_PROBLEM TO SOLVE_.
From the listing below, count the lines that contain the string "Jalan", then state only that number.

_DATA_.
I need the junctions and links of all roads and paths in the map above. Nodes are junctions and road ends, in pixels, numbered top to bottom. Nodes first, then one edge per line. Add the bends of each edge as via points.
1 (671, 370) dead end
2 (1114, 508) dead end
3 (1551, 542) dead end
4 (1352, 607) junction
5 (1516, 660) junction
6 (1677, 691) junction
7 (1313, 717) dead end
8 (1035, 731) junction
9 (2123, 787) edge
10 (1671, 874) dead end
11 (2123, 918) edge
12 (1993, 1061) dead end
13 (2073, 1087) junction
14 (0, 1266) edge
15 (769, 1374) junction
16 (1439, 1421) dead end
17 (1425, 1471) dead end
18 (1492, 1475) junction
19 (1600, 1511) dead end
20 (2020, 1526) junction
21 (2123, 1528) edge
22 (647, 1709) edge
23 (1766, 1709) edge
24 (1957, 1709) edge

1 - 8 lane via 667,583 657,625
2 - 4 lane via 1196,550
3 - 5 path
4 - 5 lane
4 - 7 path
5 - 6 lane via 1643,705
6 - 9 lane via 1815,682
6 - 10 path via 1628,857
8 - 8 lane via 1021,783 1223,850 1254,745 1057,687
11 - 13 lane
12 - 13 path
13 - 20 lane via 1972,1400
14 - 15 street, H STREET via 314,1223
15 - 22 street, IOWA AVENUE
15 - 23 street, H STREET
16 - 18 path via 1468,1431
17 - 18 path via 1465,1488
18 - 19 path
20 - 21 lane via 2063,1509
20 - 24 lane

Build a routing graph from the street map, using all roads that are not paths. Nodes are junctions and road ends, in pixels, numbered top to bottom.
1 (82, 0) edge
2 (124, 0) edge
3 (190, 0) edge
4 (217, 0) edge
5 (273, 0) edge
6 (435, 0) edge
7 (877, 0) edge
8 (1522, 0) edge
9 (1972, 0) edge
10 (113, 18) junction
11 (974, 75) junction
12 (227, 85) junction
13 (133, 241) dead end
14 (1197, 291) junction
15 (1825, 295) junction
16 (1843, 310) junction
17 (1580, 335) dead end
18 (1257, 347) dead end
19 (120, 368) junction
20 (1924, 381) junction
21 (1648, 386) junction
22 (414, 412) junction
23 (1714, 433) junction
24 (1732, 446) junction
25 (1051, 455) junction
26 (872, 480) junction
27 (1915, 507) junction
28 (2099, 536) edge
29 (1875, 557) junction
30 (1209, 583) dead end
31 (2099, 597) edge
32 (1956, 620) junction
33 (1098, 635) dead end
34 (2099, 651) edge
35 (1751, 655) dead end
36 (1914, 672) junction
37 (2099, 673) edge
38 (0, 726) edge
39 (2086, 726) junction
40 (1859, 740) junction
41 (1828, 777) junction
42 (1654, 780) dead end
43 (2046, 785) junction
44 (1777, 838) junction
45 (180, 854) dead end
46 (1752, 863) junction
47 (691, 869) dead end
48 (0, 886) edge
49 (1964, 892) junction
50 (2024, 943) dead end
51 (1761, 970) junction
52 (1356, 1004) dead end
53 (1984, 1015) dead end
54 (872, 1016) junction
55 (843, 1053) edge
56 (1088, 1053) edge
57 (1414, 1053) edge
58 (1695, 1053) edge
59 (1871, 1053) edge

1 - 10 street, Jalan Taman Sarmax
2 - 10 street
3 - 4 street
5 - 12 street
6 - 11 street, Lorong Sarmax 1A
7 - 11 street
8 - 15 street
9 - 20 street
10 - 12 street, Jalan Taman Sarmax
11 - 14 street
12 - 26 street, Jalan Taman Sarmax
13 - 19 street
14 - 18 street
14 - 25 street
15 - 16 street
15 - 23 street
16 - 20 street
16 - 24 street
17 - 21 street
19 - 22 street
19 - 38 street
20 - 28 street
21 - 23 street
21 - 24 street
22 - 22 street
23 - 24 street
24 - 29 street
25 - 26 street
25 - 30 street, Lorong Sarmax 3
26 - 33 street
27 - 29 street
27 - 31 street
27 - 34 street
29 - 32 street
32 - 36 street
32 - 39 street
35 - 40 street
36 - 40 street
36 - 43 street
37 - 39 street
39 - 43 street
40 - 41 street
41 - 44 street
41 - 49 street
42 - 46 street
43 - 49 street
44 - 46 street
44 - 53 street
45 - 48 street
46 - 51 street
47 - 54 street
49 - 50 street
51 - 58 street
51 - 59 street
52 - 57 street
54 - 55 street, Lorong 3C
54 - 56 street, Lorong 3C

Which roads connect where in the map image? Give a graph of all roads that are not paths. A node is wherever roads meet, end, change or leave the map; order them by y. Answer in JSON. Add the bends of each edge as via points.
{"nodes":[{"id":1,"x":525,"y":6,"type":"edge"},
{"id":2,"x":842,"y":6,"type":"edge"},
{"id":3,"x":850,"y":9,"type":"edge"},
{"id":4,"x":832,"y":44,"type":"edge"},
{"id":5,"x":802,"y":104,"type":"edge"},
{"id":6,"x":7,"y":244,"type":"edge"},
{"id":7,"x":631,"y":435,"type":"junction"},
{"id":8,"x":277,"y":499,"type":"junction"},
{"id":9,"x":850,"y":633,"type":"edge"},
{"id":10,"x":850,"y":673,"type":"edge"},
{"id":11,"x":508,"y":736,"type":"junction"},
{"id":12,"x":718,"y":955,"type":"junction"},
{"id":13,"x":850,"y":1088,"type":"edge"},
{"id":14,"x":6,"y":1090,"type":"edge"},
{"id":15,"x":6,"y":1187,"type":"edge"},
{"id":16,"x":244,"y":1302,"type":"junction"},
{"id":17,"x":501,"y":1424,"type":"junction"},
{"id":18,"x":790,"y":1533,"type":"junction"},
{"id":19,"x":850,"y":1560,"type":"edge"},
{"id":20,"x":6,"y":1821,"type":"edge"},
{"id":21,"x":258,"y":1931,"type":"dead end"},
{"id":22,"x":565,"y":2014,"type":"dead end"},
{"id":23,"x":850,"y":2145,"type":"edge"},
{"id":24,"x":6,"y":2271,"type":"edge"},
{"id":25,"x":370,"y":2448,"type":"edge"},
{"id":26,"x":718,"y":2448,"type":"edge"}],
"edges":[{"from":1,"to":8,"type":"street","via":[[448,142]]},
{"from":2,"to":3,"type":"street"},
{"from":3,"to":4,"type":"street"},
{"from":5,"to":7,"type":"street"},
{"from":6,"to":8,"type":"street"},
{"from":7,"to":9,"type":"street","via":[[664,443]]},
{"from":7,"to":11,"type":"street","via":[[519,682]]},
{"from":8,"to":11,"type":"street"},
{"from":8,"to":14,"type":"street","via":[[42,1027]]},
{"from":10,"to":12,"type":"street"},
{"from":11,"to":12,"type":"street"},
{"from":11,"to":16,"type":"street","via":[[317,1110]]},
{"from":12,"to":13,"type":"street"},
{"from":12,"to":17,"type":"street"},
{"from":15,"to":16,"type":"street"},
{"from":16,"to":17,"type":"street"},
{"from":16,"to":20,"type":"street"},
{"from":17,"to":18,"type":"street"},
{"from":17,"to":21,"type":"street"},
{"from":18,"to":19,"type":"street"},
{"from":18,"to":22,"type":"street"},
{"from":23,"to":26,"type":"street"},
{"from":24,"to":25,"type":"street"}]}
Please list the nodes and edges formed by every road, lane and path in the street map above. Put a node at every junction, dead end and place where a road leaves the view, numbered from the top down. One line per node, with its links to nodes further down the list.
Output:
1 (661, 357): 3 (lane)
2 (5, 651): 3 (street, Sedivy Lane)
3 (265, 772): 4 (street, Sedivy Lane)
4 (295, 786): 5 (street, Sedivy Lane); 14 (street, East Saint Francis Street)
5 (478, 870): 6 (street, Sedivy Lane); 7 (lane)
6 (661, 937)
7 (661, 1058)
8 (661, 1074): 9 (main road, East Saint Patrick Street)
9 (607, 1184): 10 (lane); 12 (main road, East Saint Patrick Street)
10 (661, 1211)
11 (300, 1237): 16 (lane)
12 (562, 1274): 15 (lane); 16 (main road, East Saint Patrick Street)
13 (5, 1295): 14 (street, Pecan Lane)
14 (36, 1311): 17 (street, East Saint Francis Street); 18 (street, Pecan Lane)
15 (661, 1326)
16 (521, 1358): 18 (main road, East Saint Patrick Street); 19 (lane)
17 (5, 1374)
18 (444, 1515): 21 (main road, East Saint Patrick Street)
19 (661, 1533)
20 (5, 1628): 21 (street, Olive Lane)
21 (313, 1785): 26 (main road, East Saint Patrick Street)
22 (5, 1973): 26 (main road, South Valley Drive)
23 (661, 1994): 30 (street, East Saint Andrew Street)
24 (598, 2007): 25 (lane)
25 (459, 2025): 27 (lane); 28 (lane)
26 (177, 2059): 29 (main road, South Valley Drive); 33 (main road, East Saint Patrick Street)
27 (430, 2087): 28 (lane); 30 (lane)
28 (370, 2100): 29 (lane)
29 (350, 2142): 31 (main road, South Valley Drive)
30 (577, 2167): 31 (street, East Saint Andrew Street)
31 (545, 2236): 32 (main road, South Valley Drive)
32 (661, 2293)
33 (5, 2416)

_EXPECTED ANSWER_.
3